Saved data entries

------------------------------------------------------------

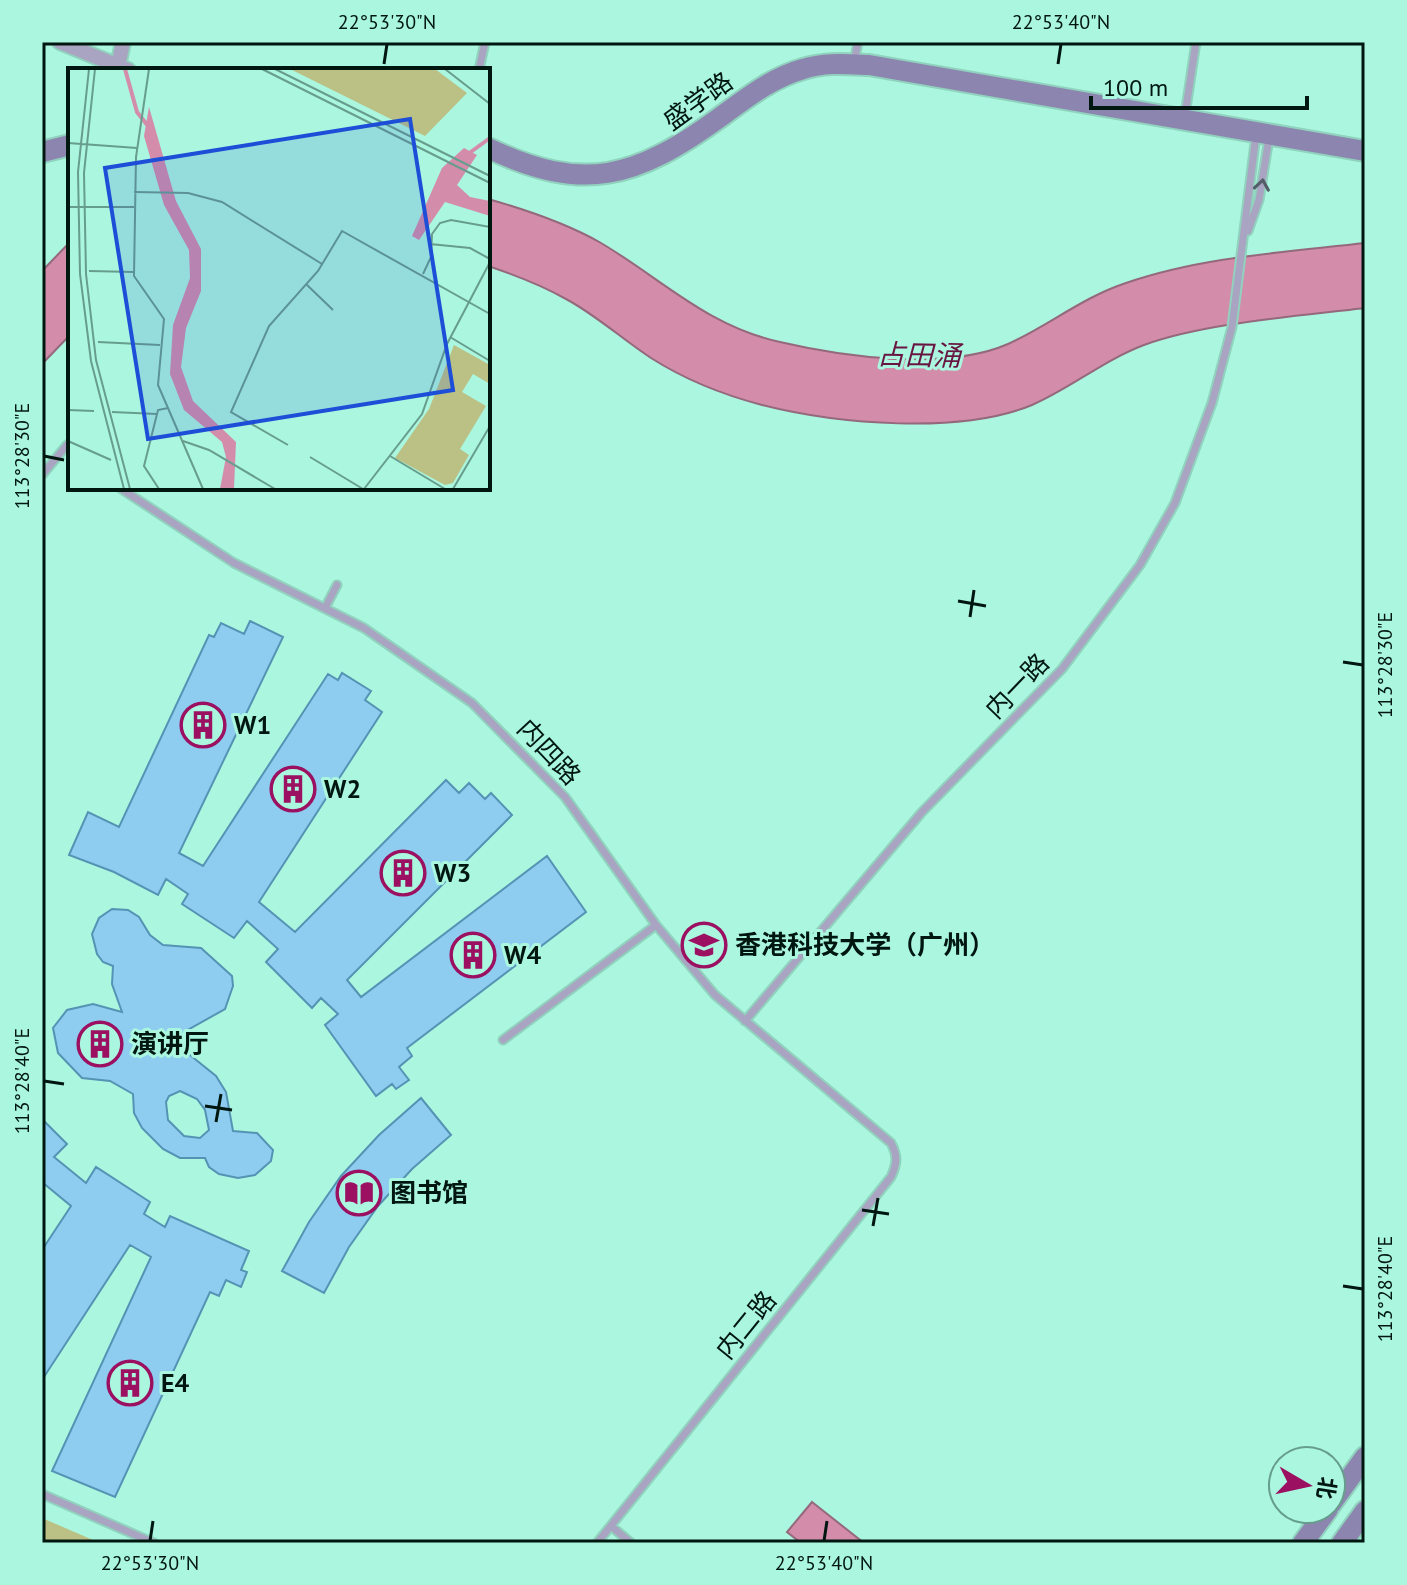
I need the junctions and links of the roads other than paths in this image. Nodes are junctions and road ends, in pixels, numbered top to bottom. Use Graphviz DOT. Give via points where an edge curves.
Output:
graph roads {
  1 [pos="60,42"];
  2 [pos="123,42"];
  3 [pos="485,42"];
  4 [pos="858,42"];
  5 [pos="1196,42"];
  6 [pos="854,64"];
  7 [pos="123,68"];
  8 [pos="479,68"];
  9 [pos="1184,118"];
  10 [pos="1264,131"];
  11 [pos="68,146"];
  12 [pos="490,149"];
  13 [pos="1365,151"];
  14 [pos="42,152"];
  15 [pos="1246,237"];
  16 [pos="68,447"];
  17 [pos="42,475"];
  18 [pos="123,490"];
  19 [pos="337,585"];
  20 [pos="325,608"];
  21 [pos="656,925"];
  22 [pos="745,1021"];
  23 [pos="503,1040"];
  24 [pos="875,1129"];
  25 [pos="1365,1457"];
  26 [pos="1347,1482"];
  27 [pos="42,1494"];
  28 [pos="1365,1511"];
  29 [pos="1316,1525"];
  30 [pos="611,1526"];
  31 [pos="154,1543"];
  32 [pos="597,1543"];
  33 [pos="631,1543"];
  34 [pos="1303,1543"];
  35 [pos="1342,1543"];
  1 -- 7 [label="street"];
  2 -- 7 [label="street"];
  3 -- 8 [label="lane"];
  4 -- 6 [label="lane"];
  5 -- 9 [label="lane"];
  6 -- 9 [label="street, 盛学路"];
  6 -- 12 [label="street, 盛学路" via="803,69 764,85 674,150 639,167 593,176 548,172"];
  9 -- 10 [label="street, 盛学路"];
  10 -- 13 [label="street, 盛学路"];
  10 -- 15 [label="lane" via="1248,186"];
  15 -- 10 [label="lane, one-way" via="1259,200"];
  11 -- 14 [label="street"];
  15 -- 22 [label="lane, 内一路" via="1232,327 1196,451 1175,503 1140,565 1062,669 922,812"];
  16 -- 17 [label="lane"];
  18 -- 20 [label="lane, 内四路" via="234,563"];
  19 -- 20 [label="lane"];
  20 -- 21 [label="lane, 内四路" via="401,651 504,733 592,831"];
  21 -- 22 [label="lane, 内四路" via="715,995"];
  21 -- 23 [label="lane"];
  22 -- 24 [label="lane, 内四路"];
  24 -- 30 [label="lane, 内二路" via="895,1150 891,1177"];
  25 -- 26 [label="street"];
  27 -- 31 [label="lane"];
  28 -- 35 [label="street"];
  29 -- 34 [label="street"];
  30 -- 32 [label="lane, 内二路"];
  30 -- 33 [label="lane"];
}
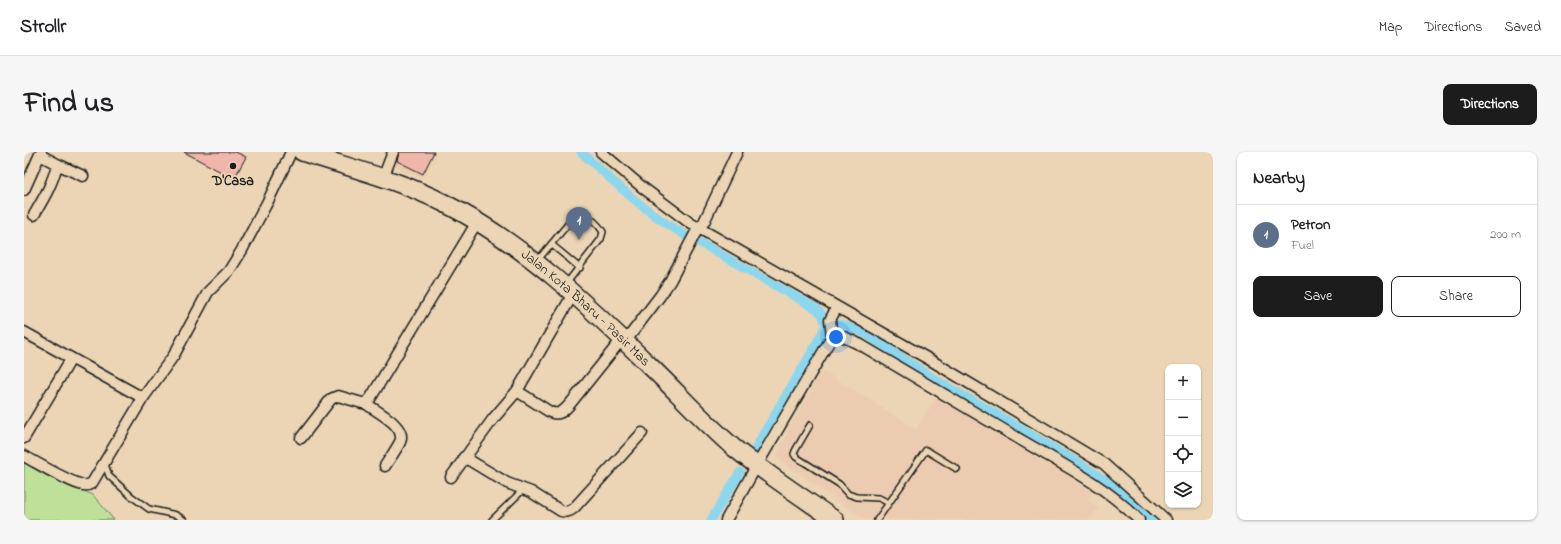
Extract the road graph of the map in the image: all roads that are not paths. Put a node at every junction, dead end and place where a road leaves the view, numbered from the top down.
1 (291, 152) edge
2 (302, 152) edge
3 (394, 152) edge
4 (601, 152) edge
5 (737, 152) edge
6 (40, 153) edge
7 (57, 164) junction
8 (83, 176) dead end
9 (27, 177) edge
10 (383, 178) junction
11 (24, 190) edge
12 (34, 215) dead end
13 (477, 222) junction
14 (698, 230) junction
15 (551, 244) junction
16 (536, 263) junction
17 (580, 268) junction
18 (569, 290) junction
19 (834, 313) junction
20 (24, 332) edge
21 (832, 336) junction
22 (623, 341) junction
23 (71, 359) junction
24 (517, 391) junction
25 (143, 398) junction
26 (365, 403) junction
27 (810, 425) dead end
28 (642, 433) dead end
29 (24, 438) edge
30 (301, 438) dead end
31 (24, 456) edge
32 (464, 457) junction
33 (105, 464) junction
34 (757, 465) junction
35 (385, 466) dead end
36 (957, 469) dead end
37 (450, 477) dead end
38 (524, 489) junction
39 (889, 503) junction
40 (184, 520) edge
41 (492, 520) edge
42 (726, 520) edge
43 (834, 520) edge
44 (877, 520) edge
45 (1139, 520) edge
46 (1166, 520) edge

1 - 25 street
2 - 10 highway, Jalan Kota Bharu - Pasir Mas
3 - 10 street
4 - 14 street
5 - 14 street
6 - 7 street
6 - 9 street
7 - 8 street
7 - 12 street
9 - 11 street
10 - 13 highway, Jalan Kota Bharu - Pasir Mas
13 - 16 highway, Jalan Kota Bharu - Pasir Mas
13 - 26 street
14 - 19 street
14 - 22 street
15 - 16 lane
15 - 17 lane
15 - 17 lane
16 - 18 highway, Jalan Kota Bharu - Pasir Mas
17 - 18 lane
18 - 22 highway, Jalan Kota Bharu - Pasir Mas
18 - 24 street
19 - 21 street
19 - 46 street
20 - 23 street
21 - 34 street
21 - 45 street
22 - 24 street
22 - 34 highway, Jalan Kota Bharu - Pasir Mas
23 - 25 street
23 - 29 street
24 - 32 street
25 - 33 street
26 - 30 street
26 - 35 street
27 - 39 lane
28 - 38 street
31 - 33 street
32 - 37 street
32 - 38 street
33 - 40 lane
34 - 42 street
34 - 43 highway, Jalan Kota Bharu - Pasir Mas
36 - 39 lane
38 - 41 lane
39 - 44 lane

------------------------------------------------------------

> **What you need to do**
For this exercise, transcribe the data above line by line, exactly, with pictures omitted.

> **Your response**
I need the junctions and links of the roads other than paths in this image. Nodes are junctions and road ends, in pixels, numbered top to bottom. Use Graphviz DOT. Give via points where an edge curves.
Output:
graph roads {
  1 [pos="60,42"];
  2 [pos="123,42"];
  3 [pos="485,42"];
  4 [pos="858,42"];
  5 [pos="1196,42"];
  6 [pos="854,64"];
  7 [pos="123,68"];
  8 [pos="479,68"];
  9 [pos="1184,118"];
  10 [pos="1264,131"];
  11 [pos="68,146"];
  12 [pos="490,149"];
  13 [pos="1365,151"];
  14 [pos="42,152"];
  15 [pos="1246,237"];
  16 [pos="68,447"];
  17 [pos="42,475"];
  18 [pos="123,490"];
  19 [pos="337,585"];
  20 [pos="325,608"];
  21 [pos="656,925"];
  22 [pos="745,1021"];
  23 [pos="503,1040"];
  24 [pos="875,1129"];
  25 [pos="1365,1457"];
  26 [pos="1347,1482"];
  27 [pos="42,1494"];
  28 [pos="1365,1511"];
  29 [pos="1316,1525"];
  30 [pos="611,1526"];
  31 [pos="154,1543"];
  32 [pos="597,1543"];
  33 [pos="631,1543"];
  34 [pos="1303,1543"];
  35 [pos="1342,1543"];
  1 -- 7 [label="street"];
  2 -- 7 [label="street"];
  3 -- 8 [label="lane"];
  4 -- 6 [label="lane"];
  5 -- 9 [label="lane"];
  6 -- 9 [label="street, 盛学路"];
  6 -- 12 [label="street, 盛学路" via="803,69 764,85 674,150 639,167 593,176 548,172"];
  9 -- 10 [label="street, 盛学路"];
  10 -- 13 [label="street, 盛学路"];
  10 -- 15 [label="lane" via="1248,186"];
  15 -- 10 [label="lane, one-way" via="1259,200"];
  11 -- 14 [label="street"];
  15 -- 22 [label="lane, 内一路" via="1232,327 1196,451 1175,503 1140,565 1062,669 922,812"];
  16 -- 17 [label="lane"];
  18 -- 20 [label="lane, 内四路" via="234,563"];
  19 -- 20 [label="lane"];
  20 -- 21 [label="lane, 内四路" via="401,651 504,733 592,831"];
  21 -- 22 [label="lane, 内四路" via="715,995"];
  21 -- 23 [label="lane"];
  22 -- 24 [label="lane, 内四路"];
  24 -- 30 [label="lane, 内二路" via="895,1150 891,1177"];
  25 -- 26 [label="street"];
  27 -- 31 [label="lane"];
  28 -- 35 [label="street"];
  29 -- 34 [label="street"];
  30 -- 32 [label="lane, 内二路"];
  30 -- 33 [label="lane"];
}
Extract the road graph of the map in the image: all roads that are not paths. Put a node at every junction, dead end and place where a road leaves the view, numbered from the top down.
1 (291, 152) edge
2 (302, 152) edge
3 (394, 152) edge
4 (601, 152) edge
5 (737, 152) edge
6 (40, 153) edge
7 (57, 164) junction
8 (83, 176) dead end
9 (27, 177) edge
10 (383, 178) junction
11 (24, 190) edge
12 (34, 215) dead end
13 (477, 222) junction
14 (698, 230) junction
15 (551, 244) junction
16 (536, 263) junction
17 (580, 268) junction
18 (569, 290) junction
19 (834, 313) junction
20 (24, 332) edge
21 (832, 336) junction
22 (623, 341) junction
23 (71, 359) junction
24 (517, 391) junction
25 (143, 398) junction
26 (365, 403) junction
27 (810, 425) dead end
28 (642, 433) dead end
29 (24, 438) edge
30 (301, 438) dead end
31 (24, 456) edge
32 (464, 457) junction
33 (105, 464) junction
34 (757, 465) junction
35 (385, 466) dead end
36 (957, 469) dead end
37 (450, 477) dead end
38 (524, 489) junction
39 (889, 503) junction
40 (184, 520) edge
41 (492, 520) edge
42 (726, 520) edge
43 (834, 520) edge
44 (877, 520) edge
45 (1139, 520) edge
46 (1166, 520) edge

1 - 25 street
2 - 10 highway, Jalan Kota Bharu - Pasir Mas
3 - 10 street
4 - 14 street
5 - 14 street
6 - 7 street
6 - 9 street
7 - 8 street
7 - 12 street
9 - 11 street
10 - 13 highway, Jalan Kota Bharu - Pasir Mas
13 - 16 highway, Jalan Kota Bharu - Pasir Mas
13 - 26 street
14 - 19 street
14 - 22 street
15 - 16 lane
15 - 17 lane
15 - 17 lane
16 - 18 highway, Jalan Kota Bharu - Pasir Mas
17 - 18 lane
18 - 22 highway, Jalan Kota Bharu - Pasir Mas
18 - 24 street
19 - 21 street
19 - 46 street
20 - 23 street
21 - 34 street
21 - 45 street
22 - 24 street
22 - 34 highway, Jalan Kota Bharu - Pasir Mas
23 - 25 street
23 - 29 street
24 - 32 street
25 - 33 street
26 - 30 street
26 - 35 street
27 - 39 lane
28 - 38 street
31 - 33 street
32 - 37 street
32 - 38 street
33 - 40 lane
34 - 42 street
34 - 43 highway, Jalan Kota Bharu - Pasir Mas
36 - 39 lane
38 - 41 lane
39 - 44 lane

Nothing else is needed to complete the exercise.